Please see the attachment

Author Response File: Author Response.docx

Reviewer 2 Report

This is an interesting retrospective observational study comparing the feasibility and long term follow-up of aorto-ostial in-stent restenosis (ISR) treatment by a renal bare metal stent with a high radial force vs DES or Paclitaxel coated balloon. However, the study is limited by its retrospective nature. It is not clear whether all cases of aorto-ostial restenosis have been included in the comparator group (78 for the very busy cathlab of Freiburg and Bad-Krozingen appears to be small in 3 years).

It was difficult to rate overall the manuscript, missing all tables and figures in the downloadable document.

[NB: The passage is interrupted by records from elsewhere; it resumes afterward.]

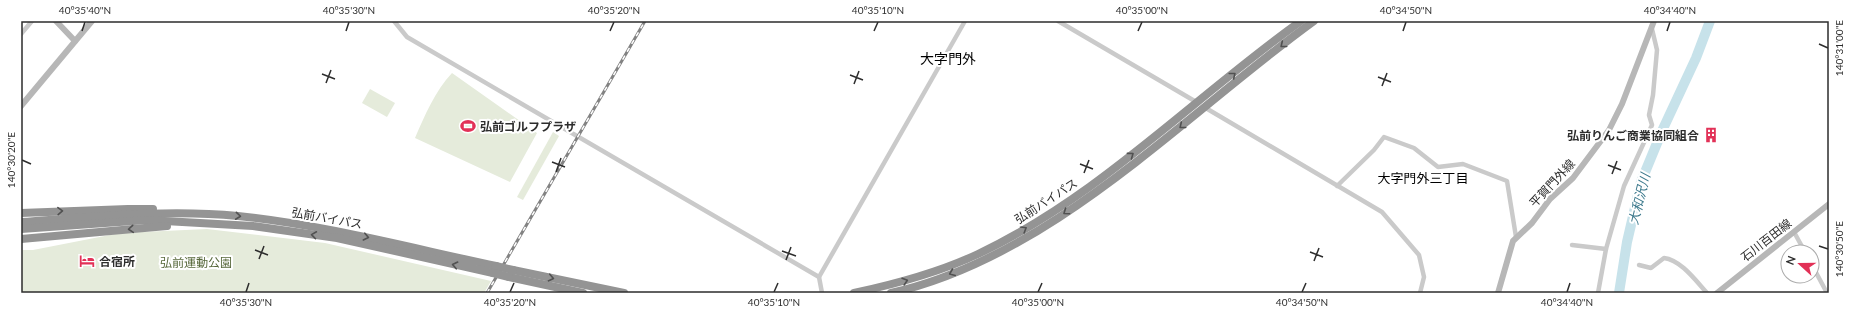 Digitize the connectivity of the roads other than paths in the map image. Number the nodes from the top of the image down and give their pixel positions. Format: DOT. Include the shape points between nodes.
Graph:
graph roads {
  1 [pos="32,21"];
  2 [pos="56,21"];
  3 [pos="92,21"];
  4 [pos="394,21"];
  5 [pos="965,21"];
  6 [pos="1058,21"];
  7 [pos="1301,21"];
  8 [pos="1314,21"];
  9 [pos="1654,21"];
  10 [pos="1652,29"];
  11 [pos="21,33"];
  12 [pos="75,41"];
  13 [pos="1201,105"];
  14 [pos="21,106"];
  15 [pos="1337,186"];
  16 [pos="1829,204"];
  17 [pos="21,213"];
  18 [pos="199,214"];
  19 [pos="21,222"];
  20 [pos="197,223"];
  21 [pos="21,230"];
  22 [pos="1794,232"];
  23 [pos="1516,237"];
  24 [pos="21,239"];
  25 [pos="1801,244"];
  26 [pos="1572,245"];
  27 [pos="1606,249"];
  28 [pos="1639,265"];
  29 [pos="494,270"];
  30 [pos="511,273"];
  31 [pos="819,277"];
  32 [pos="1820,280"];
  33 [pos="584,293"];
  34 [pos="624,293"];
  35 [pos="822,293"];
  36 [pos="854,293"];
  37 [pos="891,293"];
  38 [pos="1420,293"];
  39 [pos="1498,293"];
  40 [pos="1598,293"];
  41 [pos="1707,293"];
  42 [pos="1717,293"];
  43 [pos="1827,293"];
  1 -- 11 [label="street"];
  2 -- 12 [label="main road"];
  3 -- 12 [label="main road"];
  4 -- 31 [label="street" via="407,37"];
  5 -- 31 [label="street"];
  6 -- 13 [label="street"];
  13 -- 7 [label="highway, 弘前バイパス, one-way"];
  8 -- 13 [label="highway, 弘前バイパス, one-way"];
  9 -- 10 [label="main road, 平賀門外線"];
  10 -- 23 [label="main road, 平賀門外線" via="1609,130 1573,178"];
  10 -- 27 [label="street" via="1657,50 1649,115 1652,125 1624,186"];
  12 -- 14 [label="main road"];
  13 -- 15 [label="street"];
  36 -- 13 [label="highway, 弘前バイパス, one-way" via="948,267 1009,238 1078,195"];
  13 -- 37 [label="highway, 弘前バイパス, one-way" via="1102,187 1028,237 941,278"];
  15 -- 23 [label="street" via="1384,137 1414,148 1438,167 1463,164 1507,181"];
  15 -- 38 [label="street" via="1382,212 1419,255 1424,277"];
  16 -- 22 [label="main road, 石川百田線"];
  17 -- 18 [label="highway, one-way" via="128,209"];
  18 -- 19 [label="highway, 弘前バイパス" via="153,214"];
  18 -- 29 [label="highway, 弘前バイパス, one-way" via="239,216 347,232"];
  20 -- 21 [label="highway, 弘前バイパス" via="147,220"];
  20 -- 24 [label="highway, one-way"];
  29 -- 20 [label="highway, 弘前バイパス, one-way" via="337,238 253,226"];
  22 -- 25 [label="street"];
  22 -- 42 [label="main road, 石川百田線"];
  23 -- 39 [label="main road, 平賀門外線" via="1511,245"];
  26 -- 27 [label="street"];
  27 -- 40 [label="street"];
  28 -- 41 [label="street" via="1651,268 1664,258 1672,259"];
  29 -- 30 [label="highway, 弘前バイパス, bridge"];
  30 -- 33 [label="highway, 弘前バイパス"];
  30 -- 34 [label="highway, 弘前バイパス, one-way"];
  31 -- 35 [label="street"];
  32 -- 43 [label="street"];
}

Some discussion of the following remarks might contribute to the article:

  • Adding a well-structured definition of aorto-ostial lesions
  • Was there any geographical miss during the initial PCI? How often was IVUS used (that is well stated by the authors that it decreases TLR)? Was IVUS performed at the time of the ISR treatment? Were stent struts malapposed? Which stent types were used, initially and for ISR treatment? It would be interesting to review the radial force of these stents critically in view of recent publications.
  • Line 71 “in” is used twice in a row
  • Regarding the results of the study: MACE included all cause death and all cause mortality was repeated which brings some confusion. Could the authors elaborate?
  • Was there any cardiac death? Any stent thrombosis?
  • Time of DAPT should be included in the patients’ characteristics section
  • Regarding the characteristics of study population: add the number of RCA vs LM in the different groups if possible
  • How was stent recoil assessed? Was it by the use of IVUS? Did the primary stent have the proper diameter size?
  • Of note, stent thrombosis were an exclusion criteria, although it might well be secondary to an important ISR...and cases interesting to report
  • Recent advances in stent structure and scaffold design would permit nowadays to have a better radial force in aorto ostial and calcified lesions treated by DES (SCAAR and EVOLVE registries)
  • Finally, could the author comment on the interestingly good results obtained with drug coated balloons...that brings no additional radial force
  • We understand that there was no power calculation since it was a retrospective analysis, but could the author elaborate on the number of patients, and numbers of years to look at, in order to have groups large enough to demonstrate a difference in clinical outcome?

Author Response

Please see the attachment

Author Response File: Author Response.docx

Round 2

Reviewer 1 Report

The authors have successfully addressed all my comments in the revised version of the manuscript. 

Althought DRS use in coronary vessels remains an off-label indication and a RCT, powered to evaluate the efficacy and safety of DRS vs second DES is not expected, DRS use may be a bailout treatment in highly selected cases. Therefore, the results of the present study may be intresting.